Triton Digital will measure Pandora's national and local audience using the more-traditional AQH and cume metrics as part of their new MRC-accredited Triton Webcast Metrics Local report, the companies announced in a joint press release this morning. Triton also released local Pandora audience ratings for March 2012.
The ratings show Pandora with an AQH rating of 1.0-1.2 for nearly all of the markets among A18-34s. Among A18-49s, the company's rating falls between 0.7 and 0.9. Pandora's cume ratings range between 22 and nearly 29 among A18-34s (the top market being San Francisco with a cume rating of 28.7), while among A18-49s the cume rating falls between 15 and nearly 21.

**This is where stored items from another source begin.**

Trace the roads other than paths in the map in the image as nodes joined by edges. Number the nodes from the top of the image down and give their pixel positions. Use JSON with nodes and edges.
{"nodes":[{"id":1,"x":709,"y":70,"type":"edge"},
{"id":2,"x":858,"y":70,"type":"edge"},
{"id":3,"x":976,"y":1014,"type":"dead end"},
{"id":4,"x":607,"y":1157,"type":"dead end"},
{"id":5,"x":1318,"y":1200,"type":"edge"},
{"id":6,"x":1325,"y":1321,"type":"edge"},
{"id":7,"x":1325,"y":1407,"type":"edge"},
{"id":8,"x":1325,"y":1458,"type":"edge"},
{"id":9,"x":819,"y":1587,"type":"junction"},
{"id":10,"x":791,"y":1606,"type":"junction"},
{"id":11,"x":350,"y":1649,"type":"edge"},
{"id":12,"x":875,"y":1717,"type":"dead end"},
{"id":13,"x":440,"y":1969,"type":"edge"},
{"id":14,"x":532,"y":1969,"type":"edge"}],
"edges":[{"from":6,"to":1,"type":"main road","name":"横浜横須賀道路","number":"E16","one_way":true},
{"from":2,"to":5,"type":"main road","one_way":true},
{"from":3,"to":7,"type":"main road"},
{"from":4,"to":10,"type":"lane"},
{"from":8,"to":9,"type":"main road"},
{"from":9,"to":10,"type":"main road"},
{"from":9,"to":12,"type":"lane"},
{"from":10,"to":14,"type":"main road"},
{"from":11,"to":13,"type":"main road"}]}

In a typical major market Arbitron report, in a demo like A18-34, the top-rated broadcast station might have about a 0.7 AQH rating (which would equate to about a 9.0 share in the demo).

Pandora writes in its press release: "The national results for March 2012 show that among adults 18-49 Pandora has a weekly cume of 23,874,175, which is equivalent to a cume rating of 17.8 and, when compared to radio networks in Arbitron's March 2012 RADAR 112 report, makes Pandora the largest adult 18-49 radio network in the U.S."

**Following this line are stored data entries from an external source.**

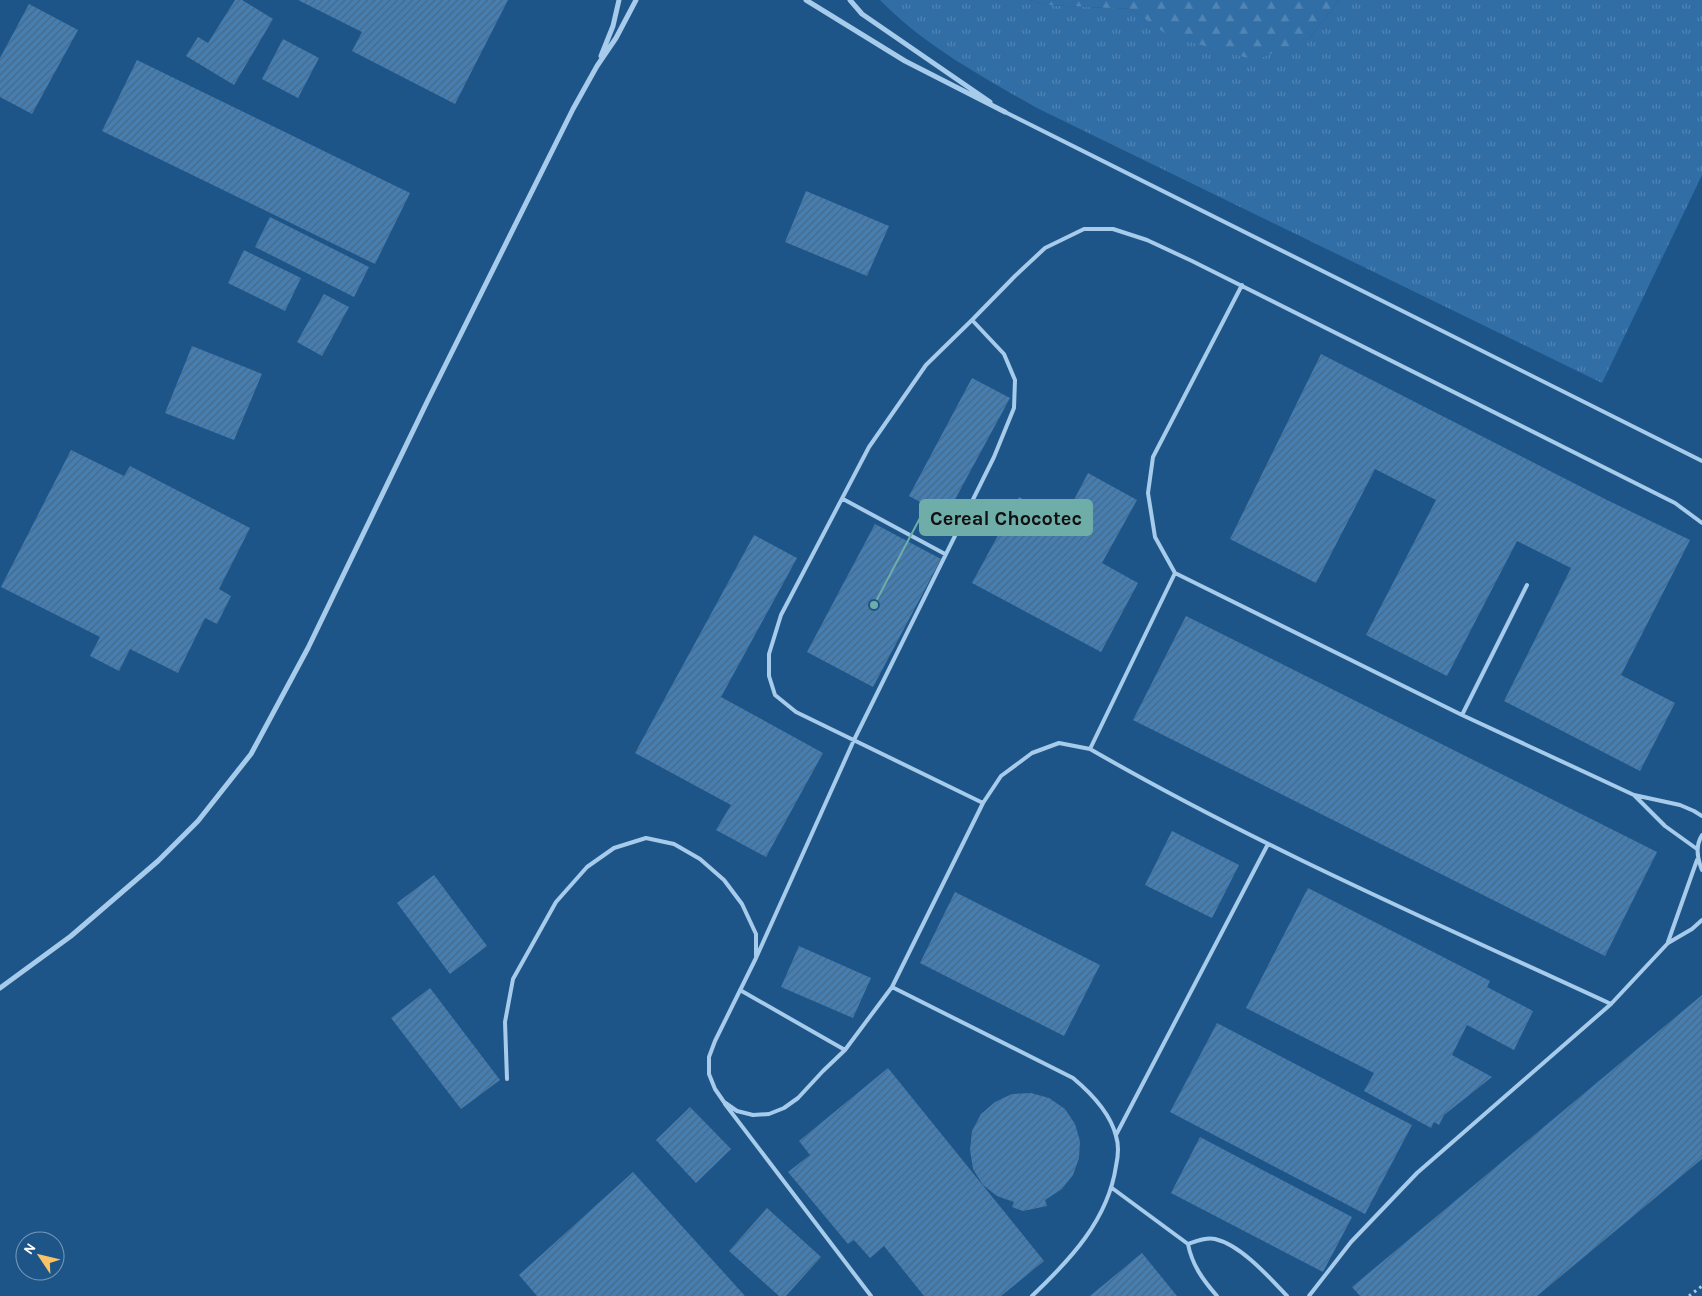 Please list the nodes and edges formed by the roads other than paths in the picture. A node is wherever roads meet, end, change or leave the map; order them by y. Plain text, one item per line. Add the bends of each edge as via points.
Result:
1 (619, 0) edge
2 (636, 0) edge
3 (806, 0) edge
4 (850, 0) edge
5 (597, 66) junction
6 (1004, 112) junction
7 (1242, 285) junction
8 (972, 320) junction
9 (1702, 461) edge
10 (842, 499) junction
11 (1702, 522) edge
12 (945, 554) junction
13 (1175, 573) junction
14 (1527, 585) dead end
15 (1462, 715) junction
16 (854, 740) junction
17 (1090, 748) junction
18 (1634, 795) junction
19 (983, 803) junction
20 (1702, 816) edge
21 (1702, 835) edge
22 (1268, 844) junction
23 (1697, 850) junction
24 (1697, 860) junction
25 (1702, 870) edge
26 (1702, 920) edge
27 (1668, 943) junction
28 (756, 958) junction
29 (892, 987) junction
30 (0, 988) edge
31 (740, 990) junction
32 (1611, 1004) junction
33 (845, 1050) junction
34 (506, 1080) dead end
35 (724, 1102) junction
36 (1116, 1135) junction
37 (1112, 1188) junction
38 (1188, 1244) junction
39 (871, 1296) edge
40 (1032, 1296) edge
41 (1217, 1296) edge
42 (1287, 1296) edge
43 (1310, 1296) edge

1 - 5 street via 613,26
2 - 5 street
3 - 6 street via 904,61
4 - 6 street via 862,14
5 - 30 street via 440,375 308,648 250,754 198,821 158,861 71,936
6 - 9 lane
7 - 8 lane via 1147,240 1113,229 1084,229 1045,248
7 - 11 lane via 1675,503
7 - 13 lane via 1153,457 1148,493 1155,537
8 - 10 lane via 926,365 868,447
8 - 12 lane via 1004,354 1014,380 1014,408 994,457
10 - 12 lane
10 - 16 lane via 781,616 769,654 769,676 775,695 796,712
12 - 16 lane
13 - 15 lane
13 - 17 lane
14 - 15 lane
15 - 18 lane
16 - 19 lane
16 - 28 lane
17 - 19 lane via 1059,743 1032,753 1000,776
17 - 22 lane
18 - 20 lane via 1694,810
18 - 23 lane via 1665,826
19 - 29 lane
21 - 23 lane
22 - 32 lane
22 - 36 lane
23 - 24 lane
24 - 25 lane
24 - 27 lane
26 - 27 lane
27 - 32 lane
28 - 31 lane
28 - 34 lane via 756,934 742,904 724,880 700,858 674,844 646,838 614,848 587,867 556,902 513,979 505,1022
29 - 33 lane
29 - 36 lane via 1073,1078 1106,1112
31 - 33 lane
31 - 35 lane via 709,1057 709,1074
32 - 43 lane via 1417,1173 1351,1242
33 - 35 lane via 784,1108 769,1114 753,1115
35 - 39 lane
36 - 37 lane via 1117,1160
37 - 38 lane
37 - 40 lane via 1101,1215 1083,1242
38 - 41 lane via 1191,1258
38 - 42 lane via 1214,1239 1232,1247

Pandora CRO John Trimble commented, "The new Triton reports are a great step forward for the radio industry and satisfy the growing demand for an apples-to-apples, third-party measurement solution for terrestrial and Internet radio."
You can find the companies' press release here and the March report for Pandora here (PDF).
RAIN ANALYSIS: Triton's ratings show Pandora continuing its AQH growth among A18-49 from the figures released in December 2011 by Edison Research and Pandora (see the charts below). The ratings suggest that Pandora is the #1 consumer brand of radio in almost every one of the top 10 markets, (in the sense that 'Kiss 109' is a consumer brand but 'Clear Channel' or 'Cumulus' are not).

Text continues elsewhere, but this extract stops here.